Why do I get a “list index out of range” error even though I am using the size of my string?

Question

I expect the output of the following code

def unique_in_order(iterable):
    new = []
    for letter in iterable:
        new.append(letter)
    n = len(new)
    for i in range(n):
        if new[i] == new[i+1]:
            new.pop(i)
    return new

print(unique_in_order('AAAABBBCCDAABBB'))

to be ['A','B','C','D','A','B']

Why do I get the "list index out of range" error?

Answer 1

def unique_in_order(iterable):
    new = []
    for letter in iterable:
        new.append(letter)
    n = len(new)
    for i in range(n): # <-- [2]
        if new[i] == new[i+1]:
            new.pop(i) # <-- [1]
    return new

In line [1] you are removing elements from your list but you are still iterating over the full range (n= number of elements before you removed anything) [2].

You could

• check if i is still smaller than the length of your list,
• replace your loop with a while loop and account for the missing indizes or
• look at the snippet @Suraj Subramanian provided.

Answer 2

Try this.

def unique_in_order(iterable):
    ans = [iterable[0]]
    for i in range(1, len(iterable)):
        if iterable[i] != iterable[i-1]:
            ans.append(iterable[i])
    return ans
    
print(unique_in_order('AAAABBBCCDAABBB')) # prints ['A', 'B', 'C', 'D', 'A', 'B']

Answer 3

A while loop can be used instead of for loop. And we could check the length of list every time we remove one element.
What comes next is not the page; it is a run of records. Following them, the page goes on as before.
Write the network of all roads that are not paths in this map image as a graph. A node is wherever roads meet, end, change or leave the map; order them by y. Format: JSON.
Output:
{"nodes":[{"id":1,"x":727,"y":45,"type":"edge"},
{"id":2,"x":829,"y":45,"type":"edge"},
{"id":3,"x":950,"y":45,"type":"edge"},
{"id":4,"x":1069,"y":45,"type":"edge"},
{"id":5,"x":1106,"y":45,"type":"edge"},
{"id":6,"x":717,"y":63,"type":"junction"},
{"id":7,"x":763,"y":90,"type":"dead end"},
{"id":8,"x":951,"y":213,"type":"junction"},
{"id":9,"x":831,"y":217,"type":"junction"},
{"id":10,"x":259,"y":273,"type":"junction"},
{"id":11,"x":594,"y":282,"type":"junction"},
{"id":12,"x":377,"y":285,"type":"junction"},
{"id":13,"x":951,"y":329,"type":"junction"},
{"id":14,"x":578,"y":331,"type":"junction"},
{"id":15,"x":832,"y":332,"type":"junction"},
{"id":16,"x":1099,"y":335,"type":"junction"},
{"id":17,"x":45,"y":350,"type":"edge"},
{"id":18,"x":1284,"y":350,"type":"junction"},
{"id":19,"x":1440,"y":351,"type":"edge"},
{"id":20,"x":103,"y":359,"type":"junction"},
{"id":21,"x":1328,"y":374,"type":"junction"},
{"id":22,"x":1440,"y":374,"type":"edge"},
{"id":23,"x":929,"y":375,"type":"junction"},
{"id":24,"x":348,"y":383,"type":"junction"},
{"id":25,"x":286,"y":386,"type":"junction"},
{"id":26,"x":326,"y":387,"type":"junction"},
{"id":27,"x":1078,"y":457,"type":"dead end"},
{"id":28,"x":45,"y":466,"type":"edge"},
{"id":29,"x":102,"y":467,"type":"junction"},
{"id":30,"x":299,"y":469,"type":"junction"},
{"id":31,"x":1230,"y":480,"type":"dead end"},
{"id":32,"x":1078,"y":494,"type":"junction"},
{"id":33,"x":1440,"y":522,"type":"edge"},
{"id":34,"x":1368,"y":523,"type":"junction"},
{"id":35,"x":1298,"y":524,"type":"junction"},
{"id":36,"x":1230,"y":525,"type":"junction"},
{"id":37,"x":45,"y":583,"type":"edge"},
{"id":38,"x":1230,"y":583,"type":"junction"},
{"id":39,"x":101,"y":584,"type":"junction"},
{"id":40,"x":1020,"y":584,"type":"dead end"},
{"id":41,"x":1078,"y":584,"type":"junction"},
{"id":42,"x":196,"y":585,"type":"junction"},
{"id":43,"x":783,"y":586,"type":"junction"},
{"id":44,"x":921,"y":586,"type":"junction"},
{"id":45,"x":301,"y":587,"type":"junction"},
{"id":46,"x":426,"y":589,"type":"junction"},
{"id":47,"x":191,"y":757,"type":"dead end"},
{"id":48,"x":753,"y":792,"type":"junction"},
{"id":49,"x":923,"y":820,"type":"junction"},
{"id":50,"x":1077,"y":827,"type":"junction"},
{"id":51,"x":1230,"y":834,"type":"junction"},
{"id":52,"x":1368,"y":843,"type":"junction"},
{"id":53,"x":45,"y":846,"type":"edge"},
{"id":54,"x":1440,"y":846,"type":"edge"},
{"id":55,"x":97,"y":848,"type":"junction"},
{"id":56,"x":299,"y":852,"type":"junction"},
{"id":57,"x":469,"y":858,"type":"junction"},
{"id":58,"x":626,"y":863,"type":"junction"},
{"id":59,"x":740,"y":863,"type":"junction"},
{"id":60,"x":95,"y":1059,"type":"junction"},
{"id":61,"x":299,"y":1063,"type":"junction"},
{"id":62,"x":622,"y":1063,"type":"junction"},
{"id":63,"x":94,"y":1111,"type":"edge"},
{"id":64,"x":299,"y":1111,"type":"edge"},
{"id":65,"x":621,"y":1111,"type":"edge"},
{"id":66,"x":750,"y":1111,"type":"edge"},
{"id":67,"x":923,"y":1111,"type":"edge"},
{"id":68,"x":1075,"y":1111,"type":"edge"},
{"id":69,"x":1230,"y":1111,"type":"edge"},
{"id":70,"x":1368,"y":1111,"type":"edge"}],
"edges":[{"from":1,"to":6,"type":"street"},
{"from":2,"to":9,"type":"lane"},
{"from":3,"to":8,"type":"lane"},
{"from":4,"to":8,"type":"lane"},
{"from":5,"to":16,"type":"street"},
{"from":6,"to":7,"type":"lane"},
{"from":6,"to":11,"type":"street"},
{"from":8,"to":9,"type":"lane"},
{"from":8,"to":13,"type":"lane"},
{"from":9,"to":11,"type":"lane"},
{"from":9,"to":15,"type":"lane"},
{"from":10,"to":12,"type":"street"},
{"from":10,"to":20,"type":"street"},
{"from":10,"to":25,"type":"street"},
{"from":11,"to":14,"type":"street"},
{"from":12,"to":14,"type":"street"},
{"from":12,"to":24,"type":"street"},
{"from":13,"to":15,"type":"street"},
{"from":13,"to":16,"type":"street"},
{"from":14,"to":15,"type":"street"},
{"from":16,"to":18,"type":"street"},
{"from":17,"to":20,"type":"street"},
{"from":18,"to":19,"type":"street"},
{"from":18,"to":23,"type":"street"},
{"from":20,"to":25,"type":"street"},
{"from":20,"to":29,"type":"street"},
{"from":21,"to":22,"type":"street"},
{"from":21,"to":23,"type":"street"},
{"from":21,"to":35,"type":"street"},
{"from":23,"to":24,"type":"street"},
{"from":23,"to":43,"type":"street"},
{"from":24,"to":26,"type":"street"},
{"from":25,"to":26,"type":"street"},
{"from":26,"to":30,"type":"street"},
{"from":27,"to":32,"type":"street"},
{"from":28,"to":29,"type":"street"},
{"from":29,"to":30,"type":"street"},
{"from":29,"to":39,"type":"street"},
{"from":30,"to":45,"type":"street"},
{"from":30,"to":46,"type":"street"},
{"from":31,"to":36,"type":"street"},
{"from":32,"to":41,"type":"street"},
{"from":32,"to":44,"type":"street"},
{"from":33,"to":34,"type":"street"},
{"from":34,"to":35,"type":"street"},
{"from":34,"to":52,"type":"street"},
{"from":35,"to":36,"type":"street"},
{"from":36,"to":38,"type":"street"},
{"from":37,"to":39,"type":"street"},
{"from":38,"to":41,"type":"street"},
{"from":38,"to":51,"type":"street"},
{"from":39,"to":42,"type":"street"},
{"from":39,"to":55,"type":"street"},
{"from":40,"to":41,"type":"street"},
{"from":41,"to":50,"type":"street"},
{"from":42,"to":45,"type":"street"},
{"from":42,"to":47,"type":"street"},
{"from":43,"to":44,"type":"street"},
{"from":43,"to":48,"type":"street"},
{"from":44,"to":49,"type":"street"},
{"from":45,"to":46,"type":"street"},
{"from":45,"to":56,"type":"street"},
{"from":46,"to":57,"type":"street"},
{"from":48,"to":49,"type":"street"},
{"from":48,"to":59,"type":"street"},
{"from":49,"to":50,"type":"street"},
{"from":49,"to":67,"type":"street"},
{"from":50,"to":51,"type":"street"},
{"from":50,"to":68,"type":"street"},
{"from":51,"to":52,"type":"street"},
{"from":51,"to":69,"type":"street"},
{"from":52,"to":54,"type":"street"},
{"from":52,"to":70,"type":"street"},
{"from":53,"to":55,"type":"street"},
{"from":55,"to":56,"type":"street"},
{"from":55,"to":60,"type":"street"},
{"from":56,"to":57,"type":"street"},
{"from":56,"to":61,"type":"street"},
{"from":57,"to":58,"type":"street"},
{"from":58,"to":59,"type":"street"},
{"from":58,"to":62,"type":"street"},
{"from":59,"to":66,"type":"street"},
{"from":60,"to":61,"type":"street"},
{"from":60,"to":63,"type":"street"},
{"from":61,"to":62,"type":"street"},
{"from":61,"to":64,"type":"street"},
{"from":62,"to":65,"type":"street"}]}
def unique_in_order(iterable):
    new = []
    for letter in iterable:
        new.append(letter)
    n = 0
    i = 0
    n = len(new)
    while i < n - 1: # iteration should be always smaller than length of list.
        if new[i] == new[i+1]:
            new.pop(i+1)
            n = len(new)
        else:
            i = i + 1
    return new

print(unique_in_order('AAAABBBCCDAABBB'))